Monday, April 9, 2007

Amazing Spider-man #539

Amazing Spider-Man #539
Writer: JMS
Pencils: Ron Garney


Back in Black! OMG!

No, wait... er, why should I care about this again? It's just a uni-switch, right? Like a sports team donning the road jersies, no? Well...not exactly. Despite the fact that Spidey's current descent into darkness just happens to coincide with the feature film introduction of his ole black uni, I think that dark days ahead call for a darker web-slinger. Its symbolic you see, it always has been. So the core question of this review, and of Spidey's existence in a Post Marvel Civil War world is, why Back in Black? Other questions remain important too, such as just how crucial is the mask and cape of a caped crusader? Just how much can a hero be summed up by his costume? Can a comic character become popular through nothing at all but a clever design? And of course all of these dove-tail nicely into the comic clusterfuck that has been Peter Parker's 'outing' in the New York press. When you come down to it, does a costume even matter anymore if everyone, friends and foes alike, knows exactly who you are?

Yet the aesthetics remain important. For much of Amazing Spider-man #539 Peter is shown being Spider-man as Peter Parker. No costume whatsoever. At first i thought this whole costume-less action sequences to be a bit silly and awkward. About halfway through the issue Peter's form is dynamic, swinging through the big Apple tracking down a lead. The only problem is his appearance is jarringly strange. His face harbors a scowl, his life after all, is a mess. Yet to me he just looks like one of those insanely flexible dancers who is angry he didn't land the last Gap Khaki television spot. Damn, I thought to myself, a man just looks plain goofy flailing about on silken threads in civvies.

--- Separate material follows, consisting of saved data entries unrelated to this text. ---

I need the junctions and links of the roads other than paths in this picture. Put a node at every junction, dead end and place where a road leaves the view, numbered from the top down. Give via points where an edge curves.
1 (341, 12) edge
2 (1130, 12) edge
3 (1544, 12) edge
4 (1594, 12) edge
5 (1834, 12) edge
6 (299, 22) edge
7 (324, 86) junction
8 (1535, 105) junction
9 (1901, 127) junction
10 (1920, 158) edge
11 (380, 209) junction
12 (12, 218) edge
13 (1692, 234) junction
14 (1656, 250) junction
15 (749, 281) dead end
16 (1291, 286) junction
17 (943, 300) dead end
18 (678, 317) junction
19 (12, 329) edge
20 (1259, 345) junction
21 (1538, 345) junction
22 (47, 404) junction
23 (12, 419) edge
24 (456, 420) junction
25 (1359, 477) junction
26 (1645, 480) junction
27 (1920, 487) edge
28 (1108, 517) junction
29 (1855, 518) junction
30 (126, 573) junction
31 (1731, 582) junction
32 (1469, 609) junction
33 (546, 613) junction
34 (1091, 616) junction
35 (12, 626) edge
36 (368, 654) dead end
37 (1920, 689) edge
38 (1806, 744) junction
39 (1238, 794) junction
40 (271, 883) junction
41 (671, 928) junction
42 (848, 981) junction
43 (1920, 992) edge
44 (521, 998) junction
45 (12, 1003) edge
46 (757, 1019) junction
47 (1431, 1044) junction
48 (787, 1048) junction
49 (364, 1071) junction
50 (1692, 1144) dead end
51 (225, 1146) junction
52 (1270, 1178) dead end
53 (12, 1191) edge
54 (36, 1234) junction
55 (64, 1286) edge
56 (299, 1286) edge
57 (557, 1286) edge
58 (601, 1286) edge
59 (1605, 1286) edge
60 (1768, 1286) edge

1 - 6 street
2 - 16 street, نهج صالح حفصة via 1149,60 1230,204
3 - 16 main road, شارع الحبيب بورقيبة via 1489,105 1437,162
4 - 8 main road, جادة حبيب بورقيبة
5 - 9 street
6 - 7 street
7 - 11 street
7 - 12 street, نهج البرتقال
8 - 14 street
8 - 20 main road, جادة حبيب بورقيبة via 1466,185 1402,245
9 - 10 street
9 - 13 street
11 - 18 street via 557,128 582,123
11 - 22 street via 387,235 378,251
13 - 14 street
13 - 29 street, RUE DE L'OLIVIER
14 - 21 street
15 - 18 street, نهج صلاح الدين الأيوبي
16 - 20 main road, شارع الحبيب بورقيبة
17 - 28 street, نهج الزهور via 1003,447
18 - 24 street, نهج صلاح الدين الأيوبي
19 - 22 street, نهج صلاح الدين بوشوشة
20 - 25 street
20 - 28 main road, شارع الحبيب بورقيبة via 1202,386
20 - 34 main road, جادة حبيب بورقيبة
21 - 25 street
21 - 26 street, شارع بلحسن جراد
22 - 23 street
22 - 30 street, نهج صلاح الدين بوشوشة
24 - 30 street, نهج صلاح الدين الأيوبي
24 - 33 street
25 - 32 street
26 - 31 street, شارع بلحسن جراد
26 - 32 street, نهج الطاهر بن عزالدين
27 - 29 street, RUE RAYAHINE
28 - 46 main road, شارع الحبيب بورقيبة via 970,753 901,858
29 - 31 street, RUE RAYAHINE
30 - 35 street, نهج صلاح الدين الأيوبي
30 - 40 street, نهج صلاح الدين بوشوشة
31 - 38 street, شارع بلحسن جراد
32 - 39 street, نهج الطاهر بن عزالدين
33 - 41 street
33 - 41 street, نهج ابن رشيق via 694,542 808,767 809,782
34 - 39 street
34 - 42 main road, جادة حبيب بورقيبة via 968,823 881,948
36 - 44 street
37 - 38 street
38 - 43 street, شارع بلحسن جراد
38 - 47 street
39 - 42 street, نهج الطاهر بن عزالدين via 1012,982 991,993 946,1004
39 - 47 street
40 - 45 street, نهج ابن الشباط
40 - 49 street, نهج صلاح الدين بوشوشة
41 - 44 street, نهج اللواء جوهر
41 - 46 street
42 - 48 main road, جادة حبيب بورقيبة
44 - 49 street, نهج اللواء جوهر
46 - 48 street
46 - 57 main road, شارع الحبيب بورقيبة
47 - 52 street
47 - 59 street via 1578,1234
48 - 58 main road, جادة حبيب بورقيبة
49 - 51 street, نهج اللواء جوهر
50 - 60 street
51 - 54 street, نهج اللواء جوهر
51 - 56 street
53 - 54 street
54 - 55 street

So I suppose the answer to one of those introductory questions is yes. The costume is important. A cool design can make a rather goofy action look downright cool. At least i think so. Is this just a question of familiarity? Maybe its just because I'm so familair with the normal Web-head look, maybe I find the Peter Parker slinging so strange because I'm used to a different aesthetic. There may be no clear cut answer here. So let's reluctantly move on to the meanings attached to Back in Black.

Black makes sense. Peter's world has turned to shit. And not Just Peter's but MJ's by extension. This issue's artwork is brilliant in subtly describing the oppressive menace and hostility facing the extended Spider-man fam. On an early page we find MJ huddled and small at the bottom of tall thin panel, walking the streets of NY, clutching at herself as one does against a stiff brisk winter wind. 'Above' her in the panel is a massive skyscraper festooned with unsettlingly malevolent ads. The effect is immediate and intense, MJ has the weight and malice of an entire city on her back. The threat is all the more menacing because like a mob, it is faceless and it is everywhere.

Malice and the threat of violence pervades the issue. Even in his Gap Kahaki personae, Peter still manages to come off as brutally strong, capable of terrible things, things which might just be necessary to stop his world from completely tearing in two. Tossing a Jeep a few flights up into a building at a sniper is just the beginning. The only mis-step in the whole dark aesthetic is the visual crutch of too much Dark Knight Returns. The pages of Amazing Spider-man have always been slightly cartoony and youthful, the best Spidey artists don't avoid this and use it to their strengths. It is a look that is diametrically opposed to Miller's gritty old Batman, and when i see Spidey's black silhouette leaping off a towering building with that Miller-esque trademark white snarl of lightning slashing down behind him I can't help but feel unease. Poor Frank just rolled over in his grave. Wait, what... he's not dead? Well whaddaya know. Learn something knew everyday

So is Black something to hide behind, or something to wrap oneself in to scare the shit out of one's enemies? Or is it just plain easier to hide oneself when one drops the bright red and blue jumpsuit? We learn that Peter has stashed his old black uni under a gargoyle at the top of a skyscraper. But what is interesting is that the gargoyle is clutching at itself in the very same way we saw MJ shivering earlier. Granted this visual echo is subtle, but i would argue intentional. We are meant to be reminded that Spider-man had given up Black once before and built a spectacular and loving if not idyllic life with MJ since then. Yet all the while, buried beneath their relationship this dark incarnation lay waiting. As Peter tears open this old wound and frees a former self, what now is to become of the relationship he had pain-stakingly built upon his old skeletons? Dark times call for dark deeds (and duds, heehee) but will Peter be able to come away from all this the man he was before Marvel's Gettysburg? With all these questions floting around, you can't ask for a better arc opener than this.

Snake-eyes going on Voltron. if it weren't for those damn Miller moments... sigh.